▶ **Data extracted from a collection**

= Beginning of Section =

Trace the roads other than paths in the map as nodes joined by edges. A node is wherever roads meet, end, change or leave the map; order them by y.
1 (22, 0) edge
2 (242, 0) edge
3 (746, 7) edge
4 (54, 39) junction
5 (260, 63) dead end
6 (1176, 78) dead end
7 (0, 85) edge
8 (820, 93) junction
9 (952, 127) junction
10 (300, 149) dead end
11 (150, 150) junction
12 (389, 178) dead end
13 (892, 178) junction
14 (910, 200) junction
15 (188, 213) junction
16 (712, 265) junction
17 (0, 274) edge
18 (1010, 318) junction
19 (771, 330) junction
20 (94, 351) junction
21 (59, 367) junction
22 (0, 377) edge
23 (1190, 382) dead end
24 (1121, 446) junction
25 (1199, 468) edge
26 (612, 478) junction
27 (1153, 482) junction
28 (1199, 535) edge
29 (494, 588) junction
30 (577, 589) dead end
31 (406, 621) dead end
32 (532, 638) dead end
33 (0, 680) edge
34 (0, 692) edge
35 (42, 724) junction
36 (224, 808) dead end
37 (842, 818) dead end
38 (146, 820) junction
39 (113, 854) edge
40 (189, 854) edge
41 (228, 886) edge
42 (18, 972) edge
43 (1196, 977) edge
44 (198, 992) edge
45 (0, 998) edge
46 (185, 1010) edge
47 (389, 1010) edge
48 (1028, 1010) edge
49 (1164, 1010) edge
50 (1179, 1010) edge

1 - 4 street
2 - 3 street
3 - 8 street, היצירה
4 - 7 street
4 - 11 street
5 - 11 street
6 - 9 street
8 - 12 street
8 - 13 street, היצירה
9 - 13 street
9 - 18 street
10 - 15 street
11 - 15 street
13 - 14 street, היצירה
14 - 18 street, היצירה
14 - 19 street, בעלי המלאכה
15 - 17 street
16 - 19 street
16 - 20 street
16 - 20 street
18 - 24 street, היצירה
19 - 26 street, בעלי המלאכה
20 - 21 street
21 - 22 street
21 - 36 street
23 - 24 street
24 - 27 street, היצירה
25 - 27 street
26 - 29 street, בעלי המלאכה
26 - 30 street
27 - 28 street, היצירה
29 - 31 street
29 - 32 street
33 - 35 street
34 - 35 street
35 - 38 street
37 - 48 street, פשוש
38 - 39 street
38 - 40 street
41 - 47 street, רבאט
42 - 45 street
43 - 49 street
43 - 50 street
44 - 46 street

= End of Section =

▶ **WHAT IS BEING ASKED**
Every line that holds the word "המלאכה" should be copied from the records above.

▶ **RESULT OF THIS EXERCISE**
14 - 19 street, בעלי המלאכה
19 - 26 street, בעלי המלאכה
26 - 29 street, בעלי המלאכה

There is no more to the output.